In Europa occidentale sono passati ormai più di sessant’anni dall’ultima guerra; purtroppo però, intorno a noi in molte parti
del mondo (Europa orientale, Africa, Asia…), molte popolazioni affrontano conflitti armati per ragioni economiche, religiose e
sociali.
Nei giorni scorsi il papà di Andrea ci ha raccontato l’esperienza che ha vissuto durante la guerra in Afghanistan; arruolato
a diciotto anni nel 1986, è dovuto partire con l’esercito russo per recarsi sul fronte di guerra.
Inizialmente fu molto difficile per lui allontanarsi dalla propria famiglia, ma dovette farsene una ragione.
Quando arrivò a destinazione, a lui e a tutti i suoi compagni, furono date in consegna armi molto difficili da maneggiare
con cui essi dovevano “convivere”, perché l’arma che avevano in dotazione poteva salvar loro la vita in caso di attacco,
quindi dovevano averla sempre vicino.
Il lavoro che svolgeva il padre di Andrea era il camionista: trasportava viveri, armi e altri materiali
pericolosi dalla base alle trincee.
Ogni camion era blindato e lasciava scoperto solo un piccolo riquadro anteriormente e altri due lateralmente.

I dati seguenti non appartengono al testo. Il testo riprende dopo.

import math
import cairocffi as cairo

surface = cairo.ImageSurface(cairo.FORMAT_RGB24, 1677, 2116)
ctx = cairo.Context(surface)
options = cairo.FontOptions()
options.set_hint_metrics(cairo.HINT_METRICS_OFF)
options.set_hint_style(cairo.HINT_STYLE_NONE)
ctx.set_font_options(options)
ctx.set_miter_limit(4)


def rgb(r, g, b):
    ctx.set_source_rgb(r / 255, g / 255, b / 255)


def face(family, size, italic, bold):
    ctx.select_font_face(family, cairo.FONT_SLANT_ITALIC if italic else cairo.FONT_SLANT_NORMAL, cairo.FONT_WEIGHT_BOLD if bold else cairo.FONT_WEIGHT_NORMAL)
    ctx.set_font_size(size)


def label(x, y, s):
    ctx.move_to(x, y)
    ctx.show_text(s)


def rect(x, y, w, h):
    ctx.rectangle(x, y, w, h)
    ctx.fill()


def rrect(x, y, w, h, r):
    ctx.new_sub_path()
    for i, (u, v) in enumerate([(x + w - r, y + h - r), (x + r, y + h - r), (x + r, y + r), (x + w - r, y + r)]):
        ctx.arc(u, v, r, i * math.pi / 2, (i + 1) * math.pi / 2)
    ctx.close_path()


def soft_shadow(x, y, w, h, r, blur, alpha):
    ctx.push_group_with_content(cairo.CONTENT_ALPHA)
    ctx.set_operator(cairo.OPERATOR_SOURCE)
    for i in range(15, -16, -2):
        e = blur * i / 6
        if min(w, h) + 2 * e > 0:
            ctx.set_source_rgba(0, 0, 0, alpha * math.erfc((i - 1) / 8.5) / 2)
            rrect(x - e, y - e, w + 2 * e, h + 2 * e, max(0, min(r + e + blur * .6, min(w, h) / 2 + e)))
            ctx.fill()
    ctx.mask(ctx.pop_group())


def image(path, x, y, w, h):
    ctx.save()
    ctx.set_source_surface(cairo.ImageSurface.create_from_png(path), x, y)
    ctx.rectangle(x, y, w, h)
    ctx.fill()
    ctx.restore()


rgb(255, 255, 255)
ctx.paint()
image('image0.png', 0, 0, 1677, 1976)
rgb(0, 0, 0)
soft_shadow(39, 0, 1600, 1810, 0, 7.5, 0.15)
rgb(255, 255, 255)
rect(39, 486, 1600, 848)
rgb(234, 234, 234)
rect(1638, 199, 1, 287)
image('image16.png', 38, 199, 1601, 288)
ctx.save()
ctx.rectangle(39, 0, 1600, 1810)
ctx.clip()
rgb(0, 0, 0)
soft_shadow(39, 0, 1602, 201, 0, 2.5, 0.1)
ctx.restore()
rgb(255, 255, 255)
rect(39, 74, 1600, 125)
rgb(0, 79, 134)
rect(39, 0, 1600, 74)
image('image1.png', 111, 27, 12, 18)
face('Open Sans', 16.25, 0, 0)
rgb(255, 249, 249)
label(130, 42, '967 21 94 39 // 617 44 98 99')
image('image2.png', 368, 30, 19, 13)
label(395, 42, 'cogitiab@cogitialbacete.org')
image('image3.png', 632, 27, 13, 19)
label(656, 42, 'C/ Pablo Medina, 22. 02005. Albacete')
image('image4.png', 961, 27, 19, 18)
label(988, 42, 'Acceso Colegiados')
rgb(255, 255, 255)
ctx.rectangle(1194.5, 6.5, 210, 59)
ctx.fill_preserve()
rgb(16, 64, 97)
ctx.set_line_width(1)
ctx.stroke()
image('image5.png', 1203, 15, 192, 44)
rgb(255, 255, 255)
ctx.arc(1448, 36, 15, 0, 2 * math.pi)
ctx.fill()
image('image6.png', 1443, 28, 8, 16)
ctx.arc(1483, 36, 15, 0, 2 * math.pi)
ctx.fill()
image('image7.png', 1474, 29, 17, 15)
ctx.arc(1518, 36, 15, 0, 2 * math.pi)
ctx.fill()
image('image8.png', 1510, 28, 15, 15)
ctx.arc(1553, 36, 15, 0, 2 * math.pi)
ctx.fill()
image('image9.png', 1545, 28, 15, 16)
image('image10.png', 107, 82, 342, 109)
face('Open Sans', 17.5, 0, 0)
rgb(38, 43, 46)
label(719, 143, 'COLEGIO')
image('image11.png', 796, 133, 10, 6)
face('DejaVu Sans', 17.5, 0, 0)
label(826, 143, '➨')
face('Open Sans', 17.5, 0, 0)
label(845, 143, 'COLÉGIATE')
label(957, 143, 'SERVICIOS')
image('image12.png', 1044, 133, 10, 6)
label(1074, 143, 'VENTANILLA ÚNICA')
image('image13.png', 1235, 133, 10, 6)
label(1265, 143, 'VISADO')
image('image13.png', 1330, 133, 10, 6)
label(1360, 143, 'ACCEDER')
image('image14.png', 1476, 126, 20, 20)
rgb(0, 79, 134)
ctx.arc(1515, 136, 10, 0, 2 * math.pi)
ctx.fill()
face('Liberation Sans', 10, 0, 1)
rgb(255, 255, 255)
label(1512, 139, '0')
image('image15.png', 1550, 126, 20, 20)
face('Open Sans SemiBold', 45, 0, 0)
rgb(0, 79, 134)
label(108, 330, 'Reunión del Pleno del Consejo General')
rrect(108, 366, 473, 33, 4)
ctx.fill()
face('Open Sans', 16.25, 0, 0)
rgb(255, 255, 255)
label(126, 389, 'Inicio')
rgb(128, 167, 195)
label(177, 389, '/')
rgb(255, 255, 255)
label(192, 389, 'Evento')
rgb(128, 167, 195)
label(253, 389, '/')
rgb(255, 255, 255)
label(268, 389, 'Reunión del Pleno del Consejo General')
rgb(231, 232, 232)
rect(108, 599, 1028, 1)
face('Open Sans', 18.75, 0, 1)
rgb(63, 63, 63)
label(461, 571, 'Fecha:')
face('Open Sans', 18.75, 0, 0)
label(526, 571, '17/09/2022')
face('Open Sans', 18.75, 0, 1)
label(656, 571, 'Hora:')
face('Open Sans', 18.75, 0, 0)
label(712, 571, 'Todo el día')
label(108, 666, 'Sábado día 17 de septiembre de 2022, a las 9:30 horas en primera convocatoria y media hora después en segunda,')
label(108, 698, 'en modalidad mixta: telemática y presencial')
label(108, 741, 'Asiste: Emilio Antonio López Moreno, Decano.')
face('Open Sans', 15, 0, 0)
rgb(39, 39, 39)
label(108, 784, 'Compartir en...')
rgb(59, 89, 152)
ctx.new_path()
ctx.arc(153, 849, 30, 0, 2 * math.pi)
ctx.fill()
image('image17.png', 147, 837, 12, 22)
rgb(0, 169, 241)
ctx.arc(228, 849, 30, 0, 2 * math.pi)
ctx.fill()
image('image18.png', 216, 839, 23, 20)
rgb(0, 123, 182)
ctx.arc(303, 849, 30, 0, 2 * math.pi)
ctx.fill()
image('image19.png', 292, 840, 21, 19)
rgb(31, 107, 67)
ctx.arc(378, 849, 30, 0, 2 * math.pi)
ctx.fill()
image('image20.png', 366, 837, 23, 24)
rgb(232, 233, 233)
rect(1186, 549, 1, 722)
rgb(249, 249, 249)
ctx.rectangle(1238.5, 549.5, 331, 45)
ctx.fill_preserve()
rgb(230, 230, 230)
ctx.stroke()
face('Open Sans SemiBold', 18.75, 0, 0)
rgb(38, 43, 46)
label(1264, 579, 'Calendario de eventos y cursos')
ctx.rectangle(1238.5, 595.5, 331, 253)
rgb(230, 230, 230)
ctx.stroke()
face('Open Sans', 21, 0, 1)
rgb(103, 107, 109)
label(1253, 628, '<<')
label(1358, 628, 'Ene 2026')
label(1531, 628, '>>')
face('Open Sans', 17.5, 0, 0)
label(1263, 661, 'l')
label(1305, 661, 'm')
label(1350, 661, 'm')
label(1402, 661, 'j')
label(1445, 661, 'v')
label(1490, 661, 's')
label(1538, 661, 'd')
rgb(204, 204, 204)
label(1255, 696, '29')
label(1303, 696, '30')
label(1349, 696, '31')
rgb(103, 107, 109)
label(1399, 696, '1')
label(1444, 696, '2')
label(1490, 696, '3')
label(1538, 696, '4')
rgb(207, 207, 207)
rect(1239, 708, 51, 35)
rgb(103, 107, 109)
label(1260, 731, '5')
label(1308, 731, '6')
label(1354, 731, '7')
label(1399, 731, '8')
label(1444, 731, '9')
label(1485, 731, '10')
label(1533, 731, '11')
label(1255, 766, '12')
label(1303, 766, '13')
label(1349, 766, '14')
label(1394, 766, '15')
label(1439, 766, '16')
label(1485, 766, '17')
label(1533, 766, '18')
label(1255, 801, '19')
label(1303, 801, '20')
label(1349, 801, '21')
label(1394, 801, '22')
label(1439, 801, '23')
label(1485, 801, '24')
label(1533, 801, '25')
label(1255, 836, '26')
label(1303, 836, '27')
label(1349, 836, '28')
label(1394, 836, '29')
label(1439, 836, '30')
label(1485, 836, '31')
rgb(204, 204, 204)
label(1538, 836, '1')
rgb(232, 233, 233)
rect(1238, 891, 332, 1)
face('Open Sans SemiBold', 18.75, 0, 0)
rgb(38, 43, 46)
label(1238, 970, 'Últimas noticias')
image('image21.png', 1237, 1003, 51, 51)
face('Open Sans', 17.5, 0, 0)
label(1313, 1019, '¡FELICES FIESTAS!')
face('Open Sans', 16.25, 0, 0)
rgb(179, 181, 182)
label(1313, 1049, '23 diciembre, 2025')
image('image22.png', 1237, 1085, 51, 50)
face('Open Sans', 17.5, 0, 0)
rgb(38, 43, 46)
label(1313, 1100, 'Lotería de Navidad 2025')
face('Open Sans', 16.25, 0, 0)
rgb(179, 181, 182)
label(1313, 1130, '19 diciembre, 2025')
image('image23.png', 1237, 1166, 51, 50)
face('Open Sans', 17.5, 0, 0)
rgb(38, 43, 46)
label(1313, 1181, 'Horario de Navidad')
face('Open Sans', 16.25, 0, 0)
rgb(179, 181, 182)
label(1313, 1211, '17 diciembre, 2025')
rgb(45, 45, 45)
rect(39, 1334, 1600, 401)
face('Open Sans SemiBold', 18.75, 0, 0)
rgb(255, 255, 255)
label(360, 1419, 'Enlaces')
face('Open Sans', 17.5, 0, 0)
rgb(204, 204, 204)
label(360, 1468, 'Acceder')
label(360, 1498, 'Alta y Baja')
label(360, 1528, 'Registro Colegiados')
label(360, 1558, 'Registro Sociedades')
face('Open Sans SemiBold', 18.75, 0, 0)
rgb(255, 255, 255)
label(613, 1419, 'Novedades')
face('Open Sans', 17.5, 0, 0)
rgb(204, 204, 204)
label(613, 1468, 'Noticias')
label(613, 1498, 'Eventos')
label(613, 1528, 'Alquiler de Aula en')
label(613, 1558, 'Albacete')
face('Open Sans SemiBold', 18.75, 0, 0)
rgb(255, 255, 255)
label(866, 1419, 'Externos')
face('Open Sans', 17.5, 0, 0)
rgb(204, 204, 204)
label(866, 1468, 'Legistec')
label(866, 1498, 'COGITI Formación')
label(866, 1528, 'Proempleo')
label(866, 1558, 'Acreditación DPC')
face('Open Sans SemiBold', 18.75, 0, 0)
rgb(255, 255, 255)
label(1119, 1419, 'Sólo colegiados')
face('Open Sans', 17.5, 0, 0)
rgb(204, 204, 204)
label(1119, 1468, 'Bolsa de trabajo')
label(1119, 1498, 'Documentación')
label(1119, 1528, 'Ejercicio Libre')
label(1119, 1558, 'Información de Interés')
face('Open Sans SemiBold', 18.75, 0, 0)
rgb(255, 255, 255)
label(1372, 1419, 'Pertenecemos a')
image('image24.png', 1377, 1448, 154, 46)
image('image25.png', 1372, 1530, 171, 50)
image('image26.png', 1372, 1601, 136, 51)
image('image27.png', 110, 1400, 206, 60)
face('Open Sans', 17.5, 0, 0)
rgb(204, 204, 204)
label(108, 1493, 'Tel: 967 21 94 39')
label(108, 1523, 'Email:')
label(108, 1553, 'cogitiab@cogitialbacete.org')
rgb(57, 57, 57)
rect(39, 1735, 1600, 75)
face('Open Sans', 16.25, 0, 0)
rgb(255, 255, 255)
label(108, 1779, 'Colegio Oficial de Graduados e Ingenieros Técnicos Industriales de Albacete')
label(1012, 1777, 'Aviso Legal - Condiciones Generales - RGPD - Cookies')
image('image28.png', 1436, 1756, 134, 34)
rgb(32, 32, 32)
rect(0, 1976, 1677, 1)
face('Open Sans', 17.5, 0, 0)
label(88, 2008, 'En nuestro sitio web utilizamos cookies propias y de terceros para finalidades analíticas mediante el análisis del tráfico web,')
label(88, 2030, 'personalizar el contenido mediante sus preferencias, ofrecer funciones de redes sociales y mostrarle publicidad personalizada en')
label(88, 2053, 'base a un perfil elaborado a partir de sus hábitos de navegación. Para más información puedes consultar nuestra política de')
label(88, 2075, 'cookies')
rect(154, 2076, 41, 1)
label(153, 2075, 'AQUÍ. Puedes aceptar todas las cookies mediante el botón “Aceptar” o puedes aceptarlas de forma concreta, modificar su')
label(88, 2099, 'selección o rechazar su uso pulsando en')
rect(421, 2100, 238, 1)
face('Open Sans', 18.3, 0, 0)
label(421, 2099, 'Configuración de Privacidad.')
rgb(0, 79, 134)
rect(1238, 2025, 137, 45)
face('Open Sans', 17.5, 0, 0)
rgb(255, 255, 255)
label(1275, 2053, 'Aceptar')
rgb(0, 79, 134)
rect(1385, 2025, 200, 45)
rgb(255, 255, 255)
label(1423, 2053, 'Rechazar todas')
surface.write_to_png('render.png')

Fu per lui molto difficile riuscire ad abituarsi a quel minuscolo spazio a disposizione ma a volte la precisione di alcuni
cecchini riusciva a centrare anche quello ferendo il guidatore nonostante portasse il giubbotto antiproiettile.
I soldati dormivano all’interno di caserme protette, mentre durante il giorno combattevano nelle trincee scavate nel terreno.
Quando venivano feriti, erano trasportati dentro ospedali forniti di attrezzature per curarli; i feriti gravi venivano
rimpatriati perché non erano più in grado di svolgere il loro dovere.
Il papà di Andrea ci ha spiegato, inoltre, che veniva applicata la censura quando i soldati scrivevano lettere ai propri
familiari: i suoi superiori controllavano ciò che scrivevano. Questo avveniva soprattutto perché i soldati non potevano
rivelare la loro posizione a nessuno.
Finalmente dopo oltre due anni diguerra anche per lui arrivò il momento di rientrare. Essendo il viaggio molto lungo
sarebbero stati necessari circa 15 giorni di treno e quindi decise di usare i pochi soldi che possedeva per comprare un
biglietto aereo. La gioia che ebbe nel rivedere i suoi cari fu per lui indescrivibile. Arrivò nel suo paese a tarda notte,
tutti gli amici e i parenti uscirono dalle case per andargli incontro ed abbracciarlo, non ha mai dimenticato quelle
manifestazioni di affetto.
Purtroppo molti suoi amici pur essendo riusciti a sopravvivere alla dura guerra, al rientro a casa sono caduti nel vizio
dell’alcool e della droga che ha portato loro alla morte. Anche lui tentando di dimenticare gli orrori vissuti durante
la guerra, per circa un anno, ha bevuto alcool riuscendo poi fortunatamente a smettere. A tutti i sopravvissuti è stato
dato un riconoscimento anche economico che Vasco ha donato alla madre.
Tutti gli uomini che hanno combattuto delle guerre, a nostro parere, hanno vissuto un’esperienza molto difficile e traumatica.
Le guerre portano solo sofferenze, morti e disperazione; gli uomini e le nazioni in disaccordo tra loro dovrebbero sapere far
uso della propria intelligenza per trovare soluzioni diverse e alternative all’uso della violenza.